A. Du côté de la chose
Le possible est la notion la plus abstraite. Elle se situe du « du côté de la chose ». Exemple : Il est possible qu’un oiseau vole cependant qu’il est impossible à l’homme d’en faire autant. Possible/impossible renvoie donc à la chose elle-même, à son « inhérence », à sa « nature », sa « structure », sa « fonction », à son « principe »…
En ce sens, le possible qualifie le « pouvoir être » d’une chose : le « pouvoir être » de l’oiseau est de voler, pas celui de l’homme ou de la montagne. Possible/impossible est donc un attribut « objectif » de la chose.
S’il n’y a de probable que de ce qui est possible, tout possible ne se traduit pas ipso facto en réalité (en « être »). C’est que le probable est du côté de la « réalisation » d’un possible toujours déjà-là. En ce sens le probable est un possible qui s’est actualisé hic et nunc en fonction ou en raison de telles ou telles circonstances, facteurs, conditions.

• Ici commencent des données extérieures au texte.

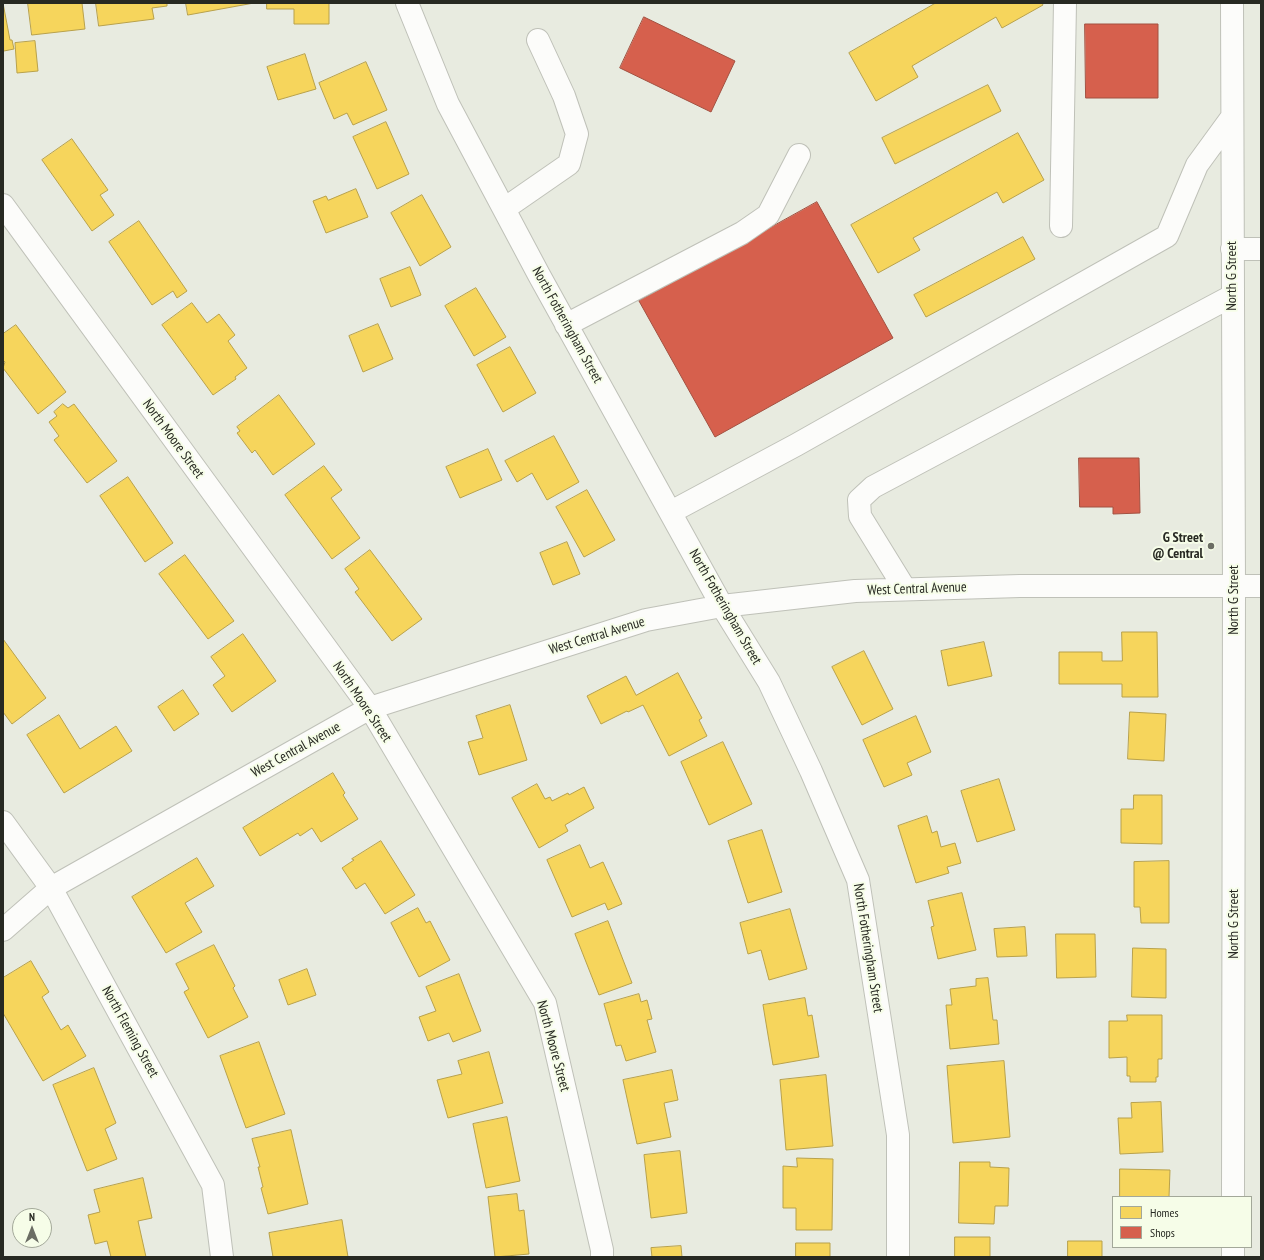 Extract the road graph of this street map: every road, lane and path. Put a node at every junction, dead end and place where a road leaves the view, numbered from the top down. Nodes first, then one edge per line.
1 (407, 3) edge
2 (1065, 3) edge
3 (1232, 3) edge
4 (538, 40) dead end
5 (1232, 117) junction
6 (799, 155) dead end
7 (3, 205) edge
8 (504, 209) junction
9 (1061, 226) dead end
10 (1232, 249) junction
11 (1261, 249) edge
12 (1232, 296) junction
13 (566, 325) junction
14 (671, 512) junction
15 (1234, 586) junction
16 (1261, 586) edge
17 (905, 589) junction
18 (722, 606) junction
19 (370, 708) junction
20 (3, 822) edge
21 (51, 888) junction
22 (3, 930) edge
23 (1234, 1196) edge
24 (222, 1257) edge
25 (602, 1257) edge
26 (898, 1257) edge

1 - 8 street, North Fotheringham Street
2 - 9 street
3 - 5 street, North G Street
4 - 8 street
5 - 10 street, North G Street
5 - 14 street
6 - 13 street
7 - 19 street, North Moore Street
8 - 13 street, North Fotheringham Street
10 - 11 street
10 - 12 street, North G Street
12 - 15 street, North G Street
12 - 17 street
13 - 14 street, North Fotheringham Street
14 - 18 street, North Fotheringham Street
15 - 16 street, West Central Avenue
15 - 17 street, West Central Avenue
15 - 23 street, North G Street
17 - 18 street, West Central Avenue
18 - 19 street, West Central Avenue
18 - 26 street, North Fotheringham Street
19 - 21 street, West Central Avenue
19 - 25 street, North Moore Street
20 - 21 street, North Fleming Street
21 - 22 street, West Central Avenue
21 - 24 street, North Fleming Street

S’il est possible – dans l’absolu, en principe ou en théorie – qu’un oiseau vole, il est improbable que mon canari vole parce qu’il vient de se briser l’aile.
B. Du côté de l’esprit
Le vraisemblable et le plausible sont du côté de l’esprit humain. Mais pendant que vraisemblable se définit par « ce qui peut être acceptable par la raison comprise comme doxa » – cette croyance commune admise depuis toujours, acceptée par tous, jamais remise en question -;
Le plausible se définit, lui, par « ce qui doit être acceptable par la raison comprise comme raison (« ce qui semble devoir être admis » disent les dictionnaires). De l’une à l’autre, ce qui change c’est l’instance qui « accepte » : quand c’est la raison comprise comme raison logique, on est dans le plausible, d’où le doit ; quand c’est la raison comprise comme raison vulgaire, doxa, on est dans le vraisemblable.
Ce subtil distinguo se vérifie dans leurs origines et leurs domaines d’application. À l’origine, « plausible » qualifie un substantif désignant le contenu d’un acte de parole ou d’un discours, c’est donc un jugement rationnel et ses domaines d’application c’est l’argumentation: on parle d’un/e « argument », « cause », « conclusion », « hypothèse », « raison » … plausible.
Plus largement, « plausible » qualifie une proposition : « N’est-il pas plausible qu’un homme sans le sou demande que tout le monde puisse être riche ? » (Musset). « Il est (…) plausible que toute femme qui ne possède pas son indépendance économique demeure une enfant » (Roger VAILLAND, Drôle de jeu). Par contre, vraisemblable s’attache aux croyances.
Le décryptage du langage sera ainsi plus aisé, particulièrement le langage diplomatique avec ses arrières pensées et ses sous-entendus, ses restrictions mentales et ses omissions, son double voire son triple langage.